Genomic DNA was subjected to genotyping PCR (primers listed in table). Deletion or partial deletion was confirmed by gel electrophoresis or TapeStation, by Sanger sequencing, and by Illumina MiSeq sequencing (150 bp paired-end). Sanger sequencing analyzed using BLAST® and sequence logo was generated using by ggseqlogo R package [81]. RNA extracted from populations of cells bearing such mutations was then checked for an effect on SMO transcription level, using qPCR (QuantStudio 3 cycler, Applied Biosystems, Thermo Fisher Scientific, Waltham, MA, USA).

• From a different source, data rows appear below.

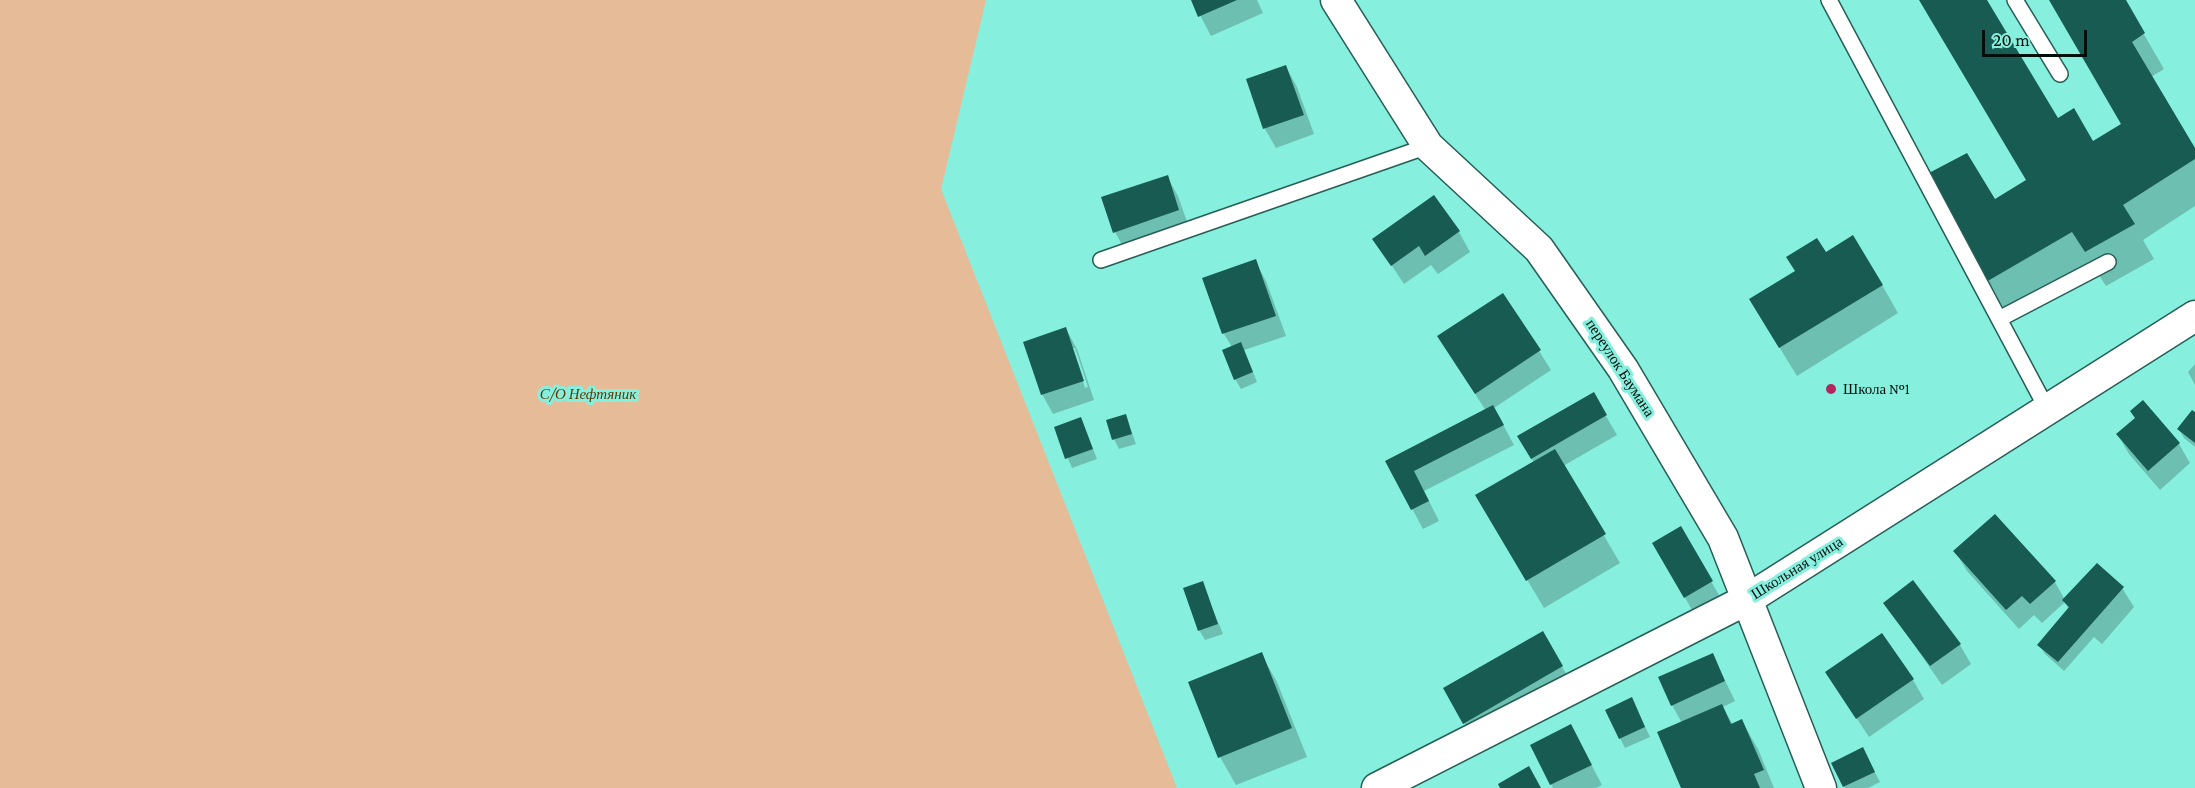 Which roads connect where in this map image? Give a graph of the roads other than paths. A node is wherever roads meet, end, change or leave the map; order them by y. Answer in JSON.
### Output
{"nodes":[{"id":1,"x":1336,"y":0,"type":"edge"},
{"id":2,"x":1828,"y":0,"type":"edge"},
{"id":3,"x":2015,"y":0,"type":"edge"},
{"id":4,"x":2060,"y":74,"type":"dead end"},
{"id":5,"x":1428,"y":146,"type":"junction"},
{"id":6,"x":1101,"y":260,"type":"dead end"},
{"id":7,"x":2108,"y":262,"type":"dead end"},
{"id":8,"x":2195,"y":316,"type":"edge"},
{"id":9,"x":1999,"y":319,"type":"junction"},
{"id":10,"x":2048,"y":409,"type":"junction"},
{"id":11,"x":1748,"y":599,"type":"junction"},
{"id":12,"x":1378,"y":787,"type":"edge"},
{"id":13,"x":1821,"y":788,"type":"edge"}],
"edges":[{"from":1,"to":5,"type":"street","name":"переулок Баумана"},
{"from":2,"to":9,"type":"lane"},
{"from":3,"to":4,"type":"lane"},
{"from":5,"to":6,"type":"lane"},
{"from":5,"to":11,"type":"street","name":"переулок Баумана"},
{"from":7,"to":9,"type":"lane"},
{"from":8,"to":10,"type":"street","name":"Школьная улица"},
{"from":9,"to":10,"type":"lane"},
{"from":10,"to":11,"type":"street","name":"Школьная улица"},
{"from":11,"to":12,"type":"street","name":"Школьная улица"},
{"from":11,"to":13,"type":"street","name":"переулок Баумана"}]} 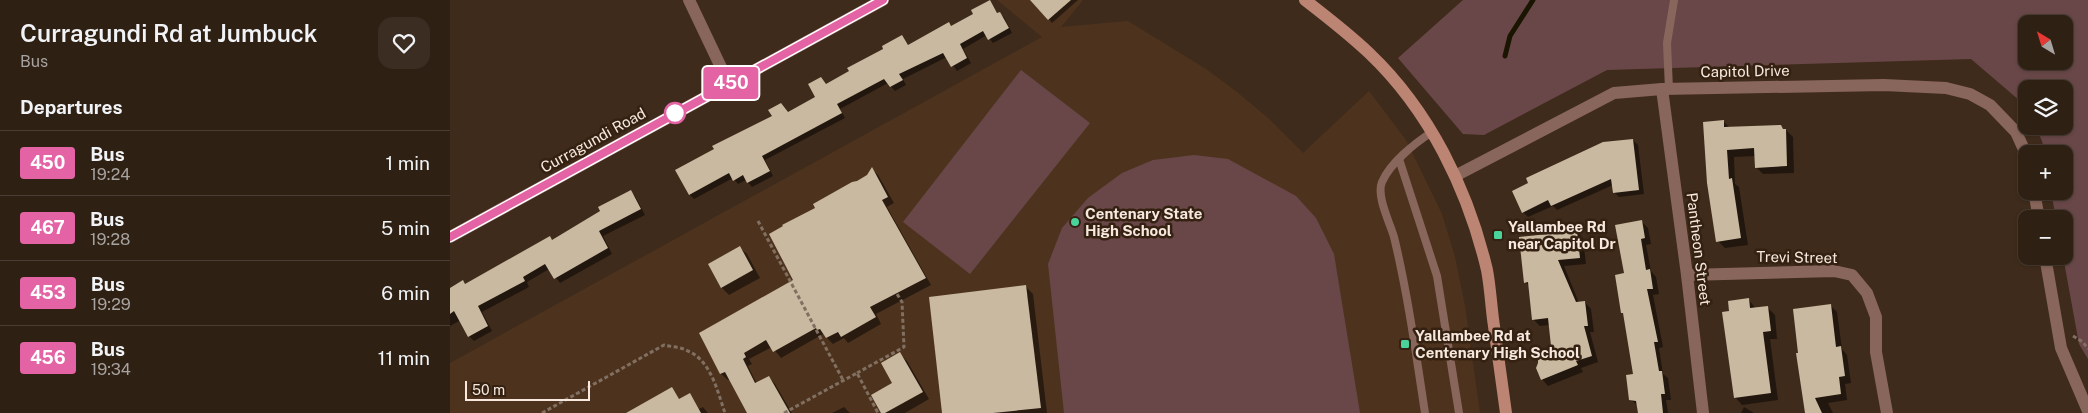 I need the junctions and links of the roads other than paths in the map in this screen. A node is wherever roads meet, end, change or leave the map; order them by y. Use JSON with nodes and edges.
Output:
{"nodes":[{"id":1,"x":689,"y":0,"type":"edge"},
{"id":2,"x":882,"y":0,"type":"edge"},
{"id":3,"x":1305,"y":0,"type":"edge"},
{"id":4,"x":1674,"y":0,"type":"edge"},
{"id":5,"x":729,"y":84,"type":"junction"},
{"id":6,"x":1665,"y":89,"type":"junction"},
{"id":7,"x":1432,"y":132,"type":"junction"},
{"id":8,"x":2022,"y":145,"type":"edge"},
{"id":9,"x":1399,"y":159,"type":"junction"},
{"id":10,"x":1455,"y":176,"type":"junction"},
{"id":11,"x":450,"y":237,"type":"edge"},
{"id":12,"x":2047,"y":265,"type":"edge"},
{"id":13,"x":1687,"y":275,"type":"junction"},
{"id":14,"x":2088,"y":411,"type":"edge"},
{"id":15,"x":1425,"y":413,"type":"edge"},
{"id":16,"x":1459,"y":413,"type":"edge"},
{"id":17,"x":1506,"y":413,"type":"edge"},
{"id":18,"x":1703,"y":413,"type":"edge"},
{"id":19,"x":1887,"y":413,"type":"edge"}],
"edges":[{"from":1,"to":5,"type":"street"},
{"from":2,"to":5,"type":"street","name":"Curragundi Road"},
{"from":3,"to":7,"type":"main road"},
{"from":4,"to":6,"type":"lane"},
{"from":5,"to":11,"type":"street","name":"Curragundi Road"},
{"from":6,"to":8,"type":"street","name":"Capitol Drive"},
{"from":6,"to":10,"type":"street","name":"Capitol Drive"},
{"from":6,"to":13,"type":"street","name":"Pantheon Street"},
{"from":7,"to":9,"type":"lane"},
{"from":7,"to":10,"type":"main road"},
{"from":9,"to":15,"type":"lane"},
{"from":9,"to":16,"type":"lane"},
{"from":10,"to":17,"type":"main road"},
{"from":12,"to":14,"type":"street"},
{"from":13,"to":18,"type":"street","name":"Pantheon Street"},
{"from":13,"to":19,"type":"street","name":"Trevi Street"}]} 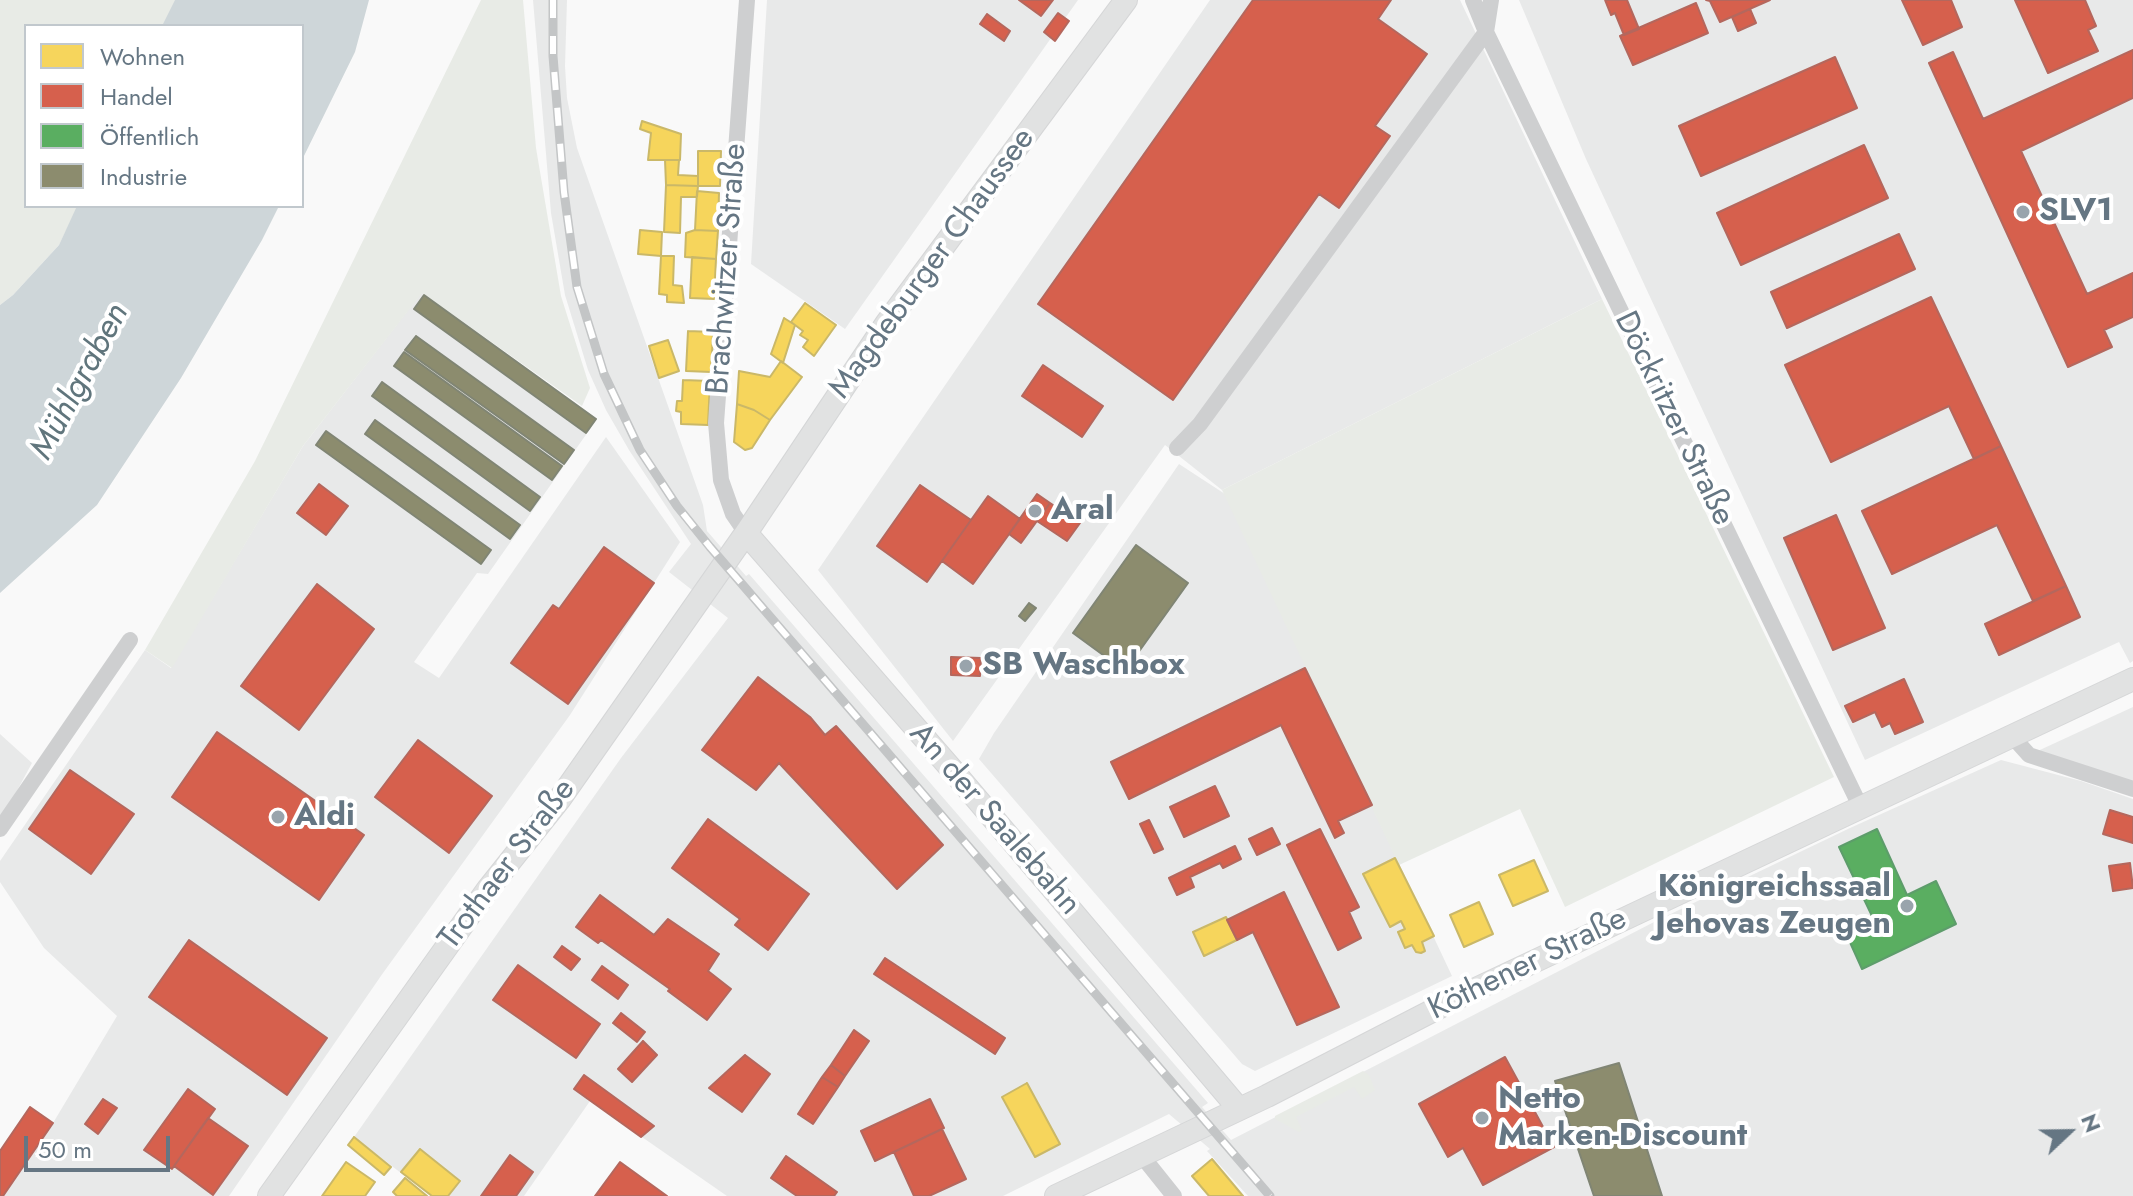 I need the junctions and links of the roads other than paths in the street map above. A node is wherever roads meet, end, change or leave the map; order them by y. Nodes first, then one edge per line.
1 (747, 0) edge
2 (1126, 0) edge
3 (1473, 0) edge
4 (1491, 0) edge
5 (1486, 32) junction
6 (1177, 448) dead end
7 (746, 533) junction
8 (130, 640) dead end
9 (2133, 679) edge
10 (2012, 736) junction
11 (2133, 789) edge
12 (1860, 806) junction
13 (0, 829) edge
14 (1239, 1109) junction
15 (1142, 1156) junction
16 (269, 1196) edge
17 (1056, 1196) edge
18 (1174, 1196) edge

1 - 7 street, Brachwitzer Straße
2 - 7 main road, Magdeburger Chaussee
3 - 5 street, Döckritzer Straße
4 - 5 street
5 - 6 street
5 - 12 street, Döckritzer Straße
7 - 14 main road, An der Saalebahn
7 - 16 main road, Trothaer Straße
8 - 13 street
9 - 10 main road, Köthener Straße
10 - 11 street
10 - 12 main road, Köthener Straße
12 - 14 main road, Köthener Straße
14 - 15 main road, Köthener Straße
15 - 17 main road, Köthener Straße
15 - 18 street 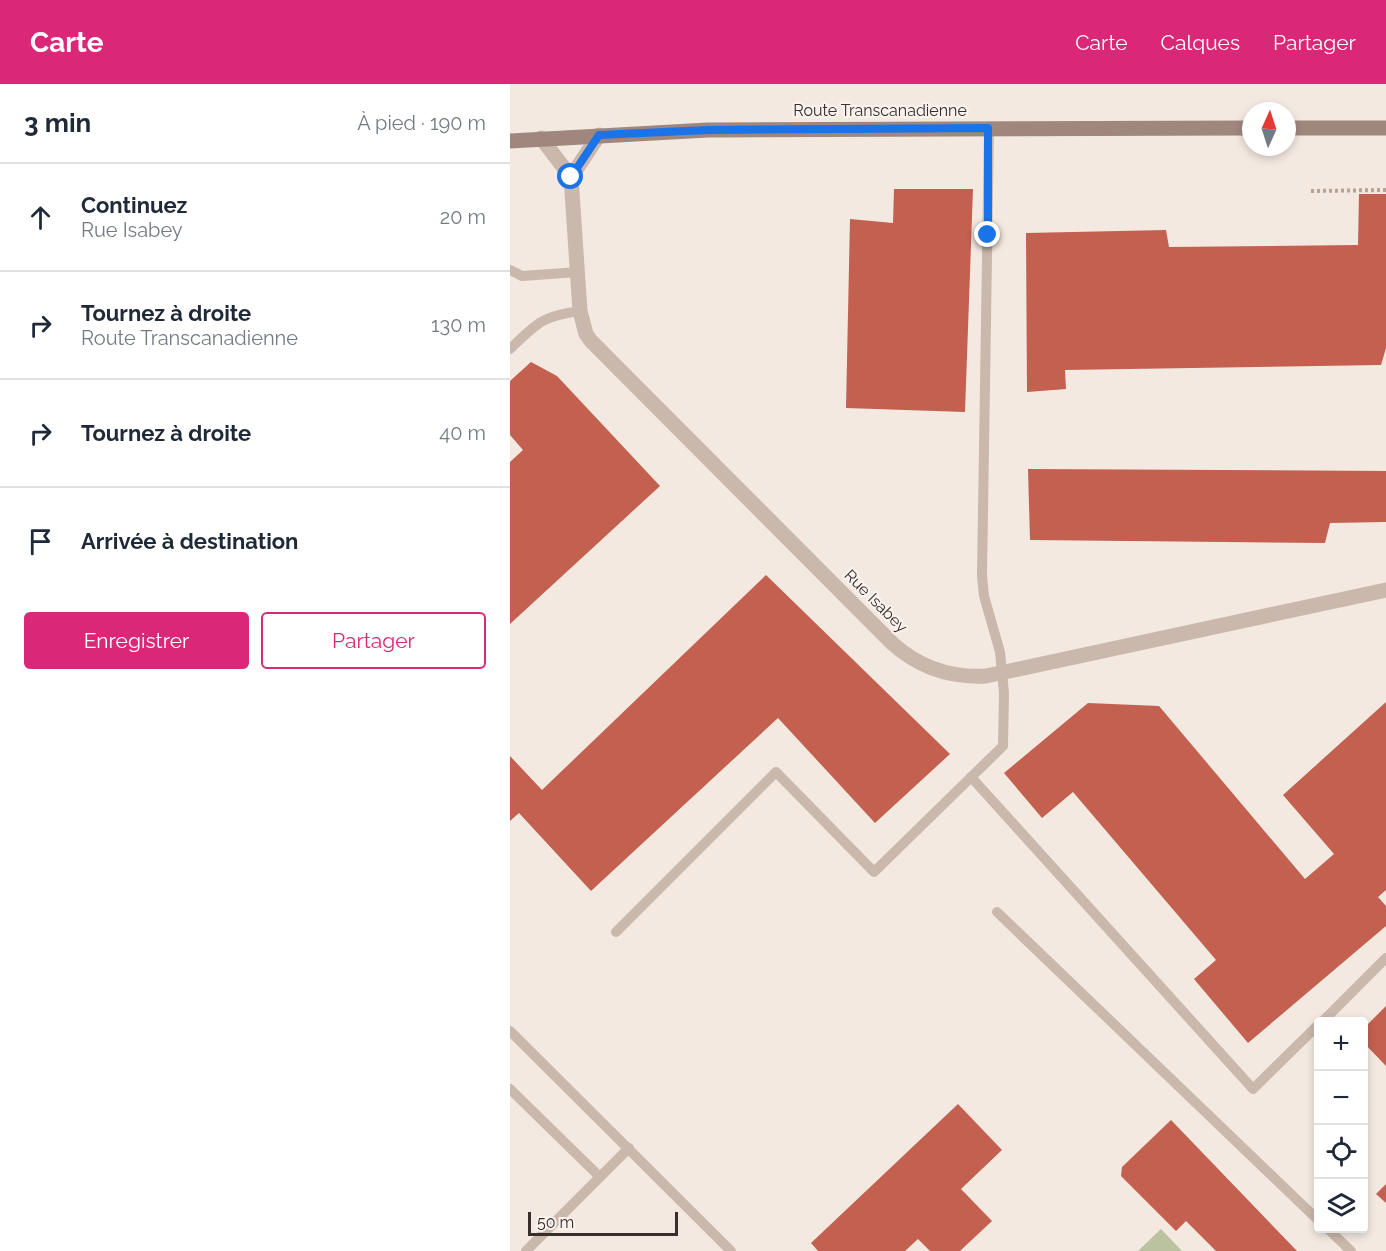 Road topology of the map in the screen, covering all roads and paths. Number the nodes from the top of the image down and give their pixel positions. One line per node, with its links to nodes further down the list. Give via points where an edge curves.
1 (988, 128): 2 (main road, Route Transcanadienne); 5 (main road, Route Transcanadienne, via 719,129); 16 (lane, via 982,576)
2 (1242, 128)
3 (1296, 128): 4 (main road)
4 (1386, 128)
5 (599, 135): 6 (main road, Route Transcanadienne); 8 (street)
6 (541, 138): 7 (main road, Route Transcanadienne); 8 (street)
7 (510, 141)
8 (571, 177): 12 (street, Rue Isabey)
9 (1386, 190): 10 (path)
10 (1311, 191)
11 (510, 270): 12 (lane, via 522,276)
12 (578, 272): 13 (street, Rue Isabey)
13 (580, 311): 14 (lane, via 543,319); 16 (street, Rue Isabey, via 586,334 598,350 901,651 951,674 973,677)
14 (510, 349)
15 (1386, 590): 16 (street, Rue Isabey)
16 (1002, 673): 17 (lane, via 1003,746)
17 (971, 777): 19 (lane, via 874,872 776,772); 22 (lane, via 1253,1089)
18 (997, 912): 27 (lane)
19 (616, 932)
20 (1386, 958): 21 (lane)
21 (1327, 1017)
22 (1314, 1029)
23 (510, 1031): 25 (lane)
24 (510, 1089): 26 (lane)
25 (629, 1148): 26 (lane); 30 (lane)
26 (600, 1178): 29 (lane)
27 (1314, 1216)
28 (1332, 1233): 31 (lane)
29 (526, 1251)
30 (731, 1251)
31 (1351, 1251)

Single-cell dilution to obtain CRISPR-targeted cell clones

Puromycin-selected cells were isolated by trypsinization, counted and diluted to a concentration of 20 cells/100 μL. Diluted cells (200 μL) were then serially diluted, to ensure single-cell occupancy of rows 6–8 (eight dilution series). By calibrating the number of cells in the first row, we ensured that single cells could be isolated from the sixth to eighth rows onwards. Cells were incubated until the low-density wells were confluent enough to be transferred to 24-, 12-, and finally to 6-well plates. Selected clones were tested for a stable DNA profile and for SMO transcription level by genotyping PCR (primers listed in table), followed by gel electrophoresis or TapeStation and qPCR analysis, respectively.

RT-qPCR

Each isolated mRNA (500 ng) was transcribed to cDNA using the Verso cDNA Synthesis Kit (#AB-1453/A, Thermo Fisher Scientific, Waltham, MA, USA) according to provided instructions, using the oligo dT primer. qPCR was performed using the Fast SYBR™ Green Master Mix (#AB-4385612, Thermo Fisher Scientific, Waltham, MA, USA) and qPCR primers for SMO and reference genes HPRT and TBP (see table), on a QuantStudio 3 cycler (Applied Biosystems, Thermo Fisher Scientific, Waltham, MA, USA). The reaction was conducted in triplicates, and 20 ng of template was placed in each well. For each primer set, a no-template control (NTC) was also run, to check for possible contamination. QuantStudio Design & Analysis Software v1.4.3 (Applied Biosystems, Thermo Fisher Scientific, Waltham, MA, USA) was used for analysis. All presented data were based on three or more biological replications of the genome editing experiments, each with three technical repeats of the DNA and RNA.

Guide list

A1

ACCCTGCGCGCCGAGGTATC

A2

GCGACCTGGGAGCCGCCGCC

A3

ACCGCCGGTGCCGACCTTTG

A4

GCGTGGTAGTCCTTCTCCGG

D1

GTCCTGCTCTATCTTGTCGT

D2

CACATGTAGGTCTTTCTGAC

N1

CCGGCTCTGGGACTTACACCAATG

N2

CCGGACGGTGGATCTTCTTTAGTT

N3

CCGGTCCACCTTTTTGTTTCCTCT

N4

CCGGAAGATGGATGTCCCAGCACC

Primer list

Genotyping SMO A (F)

1066F

GCAGTGCGCTCACTTCAAA

Genotyping SMO A (R)

1066R

CTCCTGGGGCGAGATCAAAG

Genotyping SMO D (F)

1069F

CATGGTCCCGGTTCCCATTTGG

Genotyping SMO D (R)

955R

GCCCTCCACAGACCAAACAGC

Genotyping SMO NULL (F)

1120F

GCTCAGTCTCAGTGTGGGAG

Genotyping SMO NULL (R)

1120R

GGCGTTTCCACAAGAGATGAGC

qPCR SMO F

950F

TGCTCATCGTGGGAGGCTACTT

qPCR SMO R

950R

ATCTTGCTGGCAGCCTTCTCAC

qPCR HPRT F

442F

TGACACTGGCAAAACAATGCA

qPCR HPRT R

442R

GGTCCTTTTCACCAGCAAGCT

qPCR TBP F

850F

TGCACAGGAGCCAAGAGTGAA

qPCR TBP R

850R

CACATCACAGCTCCCCACCA

Statistics and data visualization

All analyses were performed using both public and custom scripts written in R (http://www.R-project.org) and MATLAB (The Mathworks, Inc.). Plots were generated using plotting functionalities in base R and using ggplot2 package (https://ggplot2.tidyverse.org) and corrplot package (https://github.com/taiyun/corrplot). Sequence logos were generated using the ggseqlogo package [81]. Heatmaps were produced using the ComplexHeatmap package [82]. Lasso regression was performed using the default parameters of gmlnet package [83].